◆ Data provided ◆
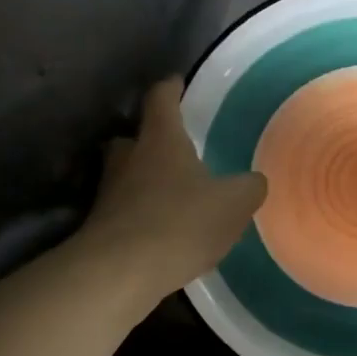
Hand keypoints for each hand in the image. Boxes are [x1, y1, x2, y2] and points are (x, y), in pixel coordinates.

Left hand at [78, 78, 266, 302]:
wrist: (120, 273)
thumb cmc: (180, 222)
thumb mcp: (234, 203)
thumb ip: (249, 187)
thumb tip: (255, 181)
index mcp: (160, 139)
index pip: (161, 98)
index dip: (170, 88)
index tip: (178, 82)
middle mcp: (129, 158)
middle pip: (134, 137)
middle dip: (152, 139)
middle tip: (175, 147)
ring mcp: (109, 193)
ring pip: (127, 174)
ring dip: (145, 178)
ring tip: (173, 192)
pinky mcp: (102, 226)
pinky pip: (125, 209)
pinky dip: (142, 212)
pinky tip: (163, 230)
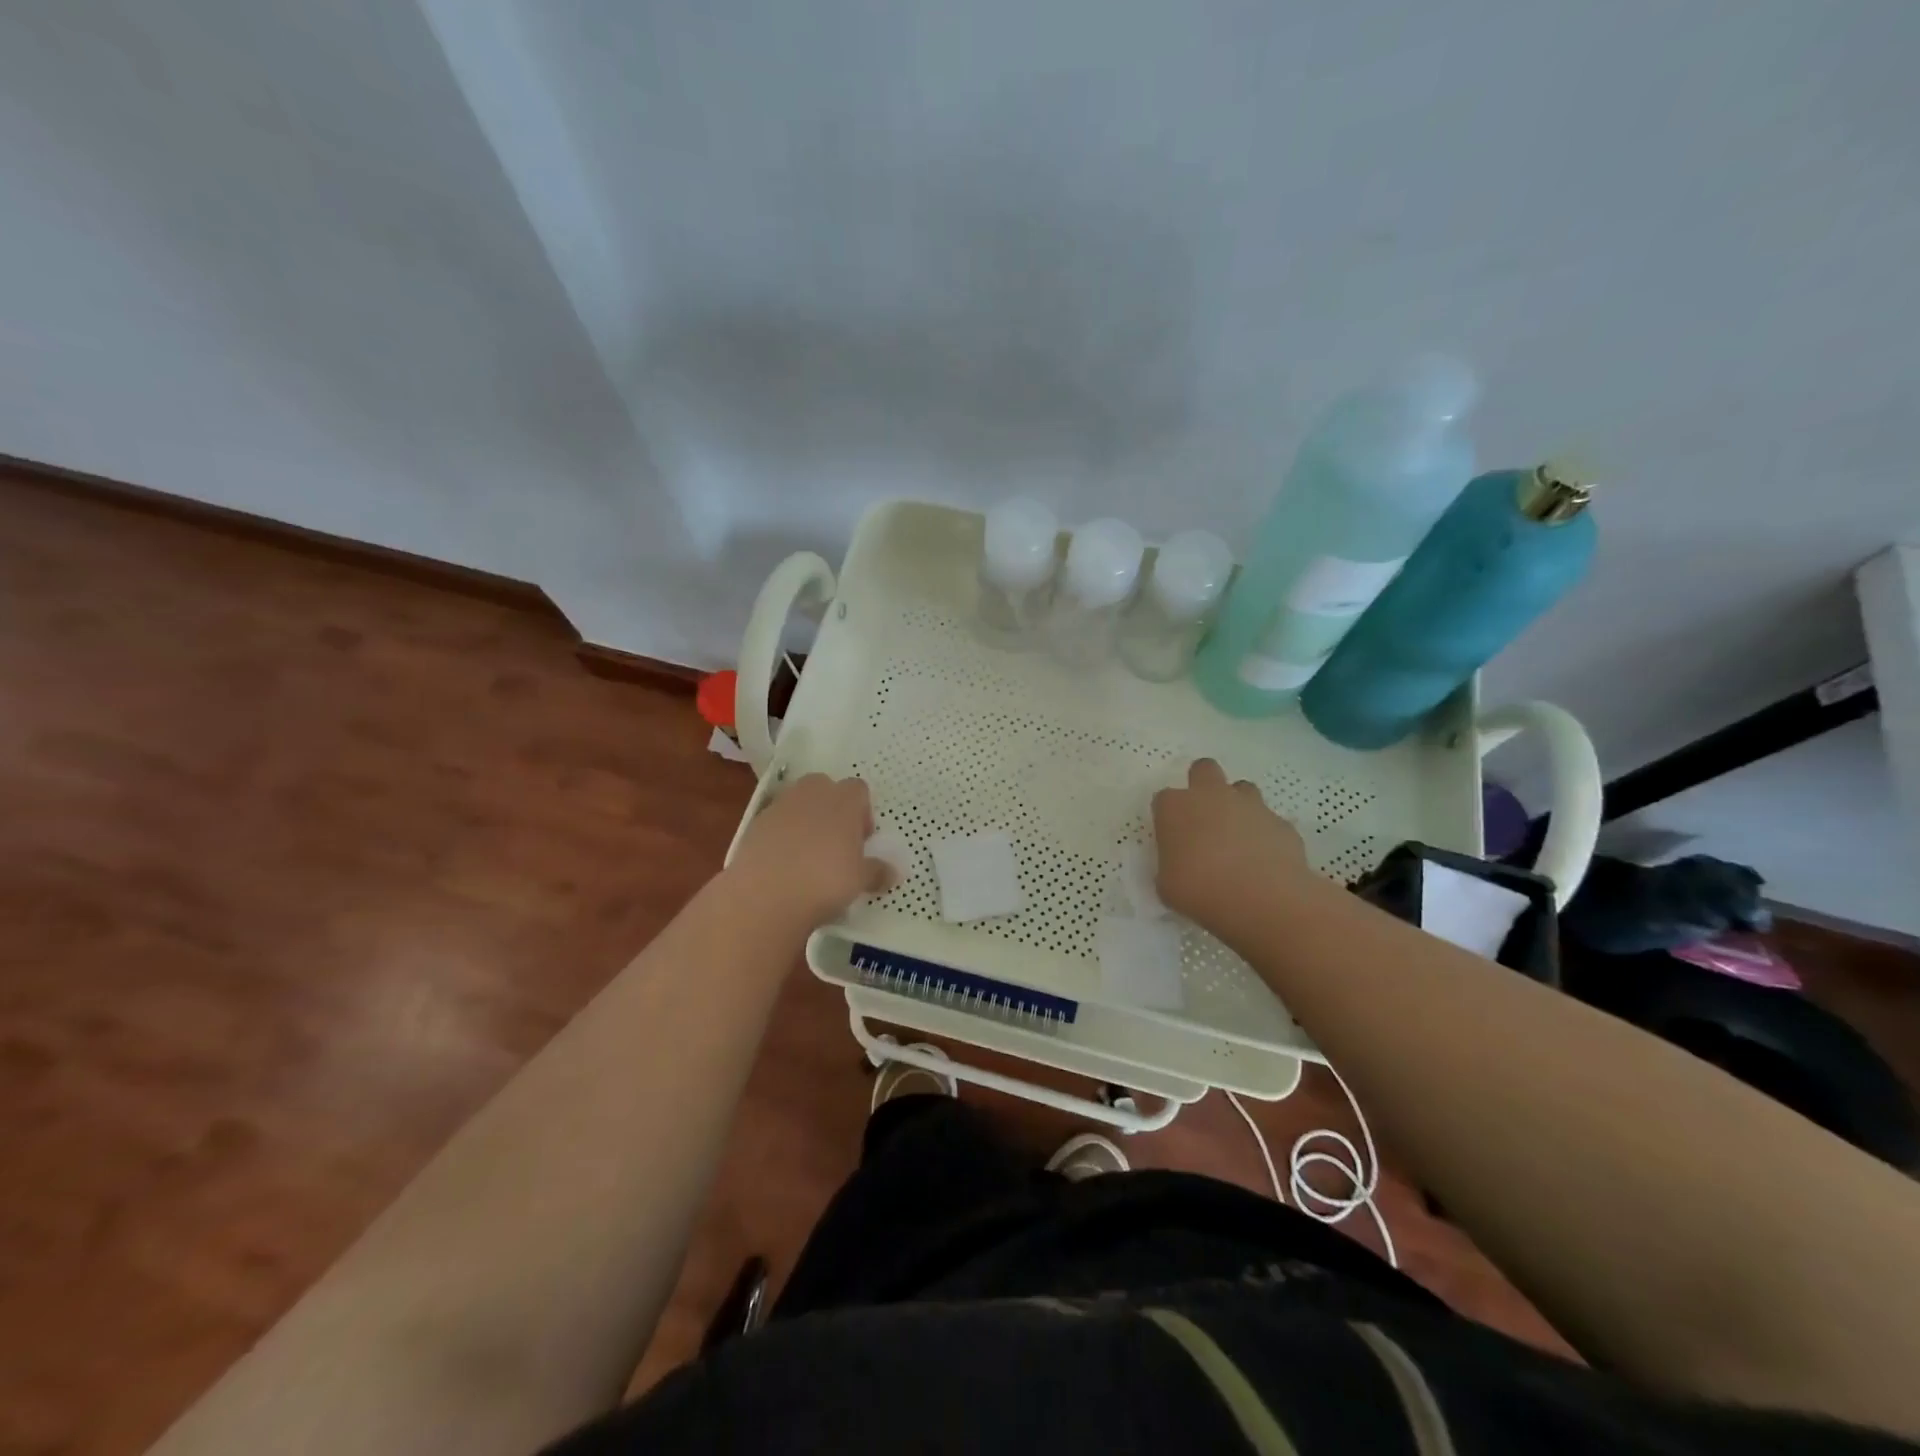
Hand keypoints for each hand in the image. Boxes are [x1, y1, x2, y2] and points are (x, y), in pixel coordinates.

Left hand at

---

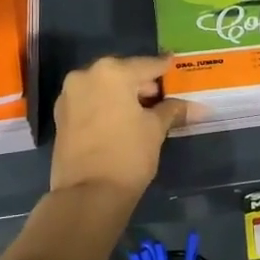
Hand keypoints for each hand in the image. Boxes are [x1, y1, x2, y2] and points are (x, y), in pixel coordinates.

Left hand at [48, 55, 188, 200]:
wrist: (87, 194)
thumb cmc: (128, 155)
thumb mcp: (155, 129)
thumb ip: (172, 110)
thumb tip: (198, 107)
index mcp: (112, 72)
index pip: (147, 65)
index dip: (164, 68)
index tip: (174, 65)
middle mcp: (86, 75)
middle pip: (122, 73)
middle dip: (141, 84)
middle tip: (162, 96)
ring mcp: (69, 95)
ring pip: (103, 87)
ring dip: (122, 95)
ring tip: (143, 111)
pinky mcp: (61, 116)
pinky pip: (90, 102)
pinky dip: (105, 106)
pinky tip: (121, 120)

--

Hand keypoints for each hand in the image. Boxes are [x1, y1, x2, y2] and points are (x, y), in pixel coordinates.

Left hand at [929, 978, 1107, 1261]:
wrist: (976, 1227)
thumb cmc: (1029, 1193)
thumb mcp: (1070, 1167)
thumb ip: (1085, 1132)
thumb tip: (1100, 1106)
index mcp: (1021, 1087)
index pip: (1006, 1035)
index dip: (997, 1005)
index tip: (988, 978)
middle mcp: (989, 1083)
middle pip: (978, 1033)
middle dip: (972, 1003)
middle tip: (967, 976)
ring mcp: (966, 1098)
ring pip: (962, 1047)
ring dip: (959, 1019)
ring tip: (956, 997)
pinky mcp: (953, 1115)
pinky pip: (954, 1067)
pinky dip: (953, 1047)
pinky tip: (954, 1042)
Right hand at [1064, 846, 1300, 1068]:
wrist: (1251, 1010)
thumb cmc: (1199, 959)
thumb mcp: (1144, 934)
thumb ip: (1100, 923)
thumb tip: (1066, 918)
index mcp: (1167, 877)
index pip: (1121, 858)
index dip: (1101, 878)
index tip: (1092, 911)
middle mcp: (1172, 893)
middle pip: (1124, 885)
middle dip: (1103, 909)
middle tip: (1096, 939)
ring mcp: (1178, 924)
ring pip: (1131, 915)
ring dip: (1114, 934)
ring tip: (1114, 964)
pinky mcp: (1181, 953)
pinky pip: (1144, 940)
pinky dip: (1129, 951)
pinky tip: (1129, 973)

◆ Try it ◆
Report how many lines of the entries include the word "Left", and let the number stand alone.

◆ Answer box ◆
4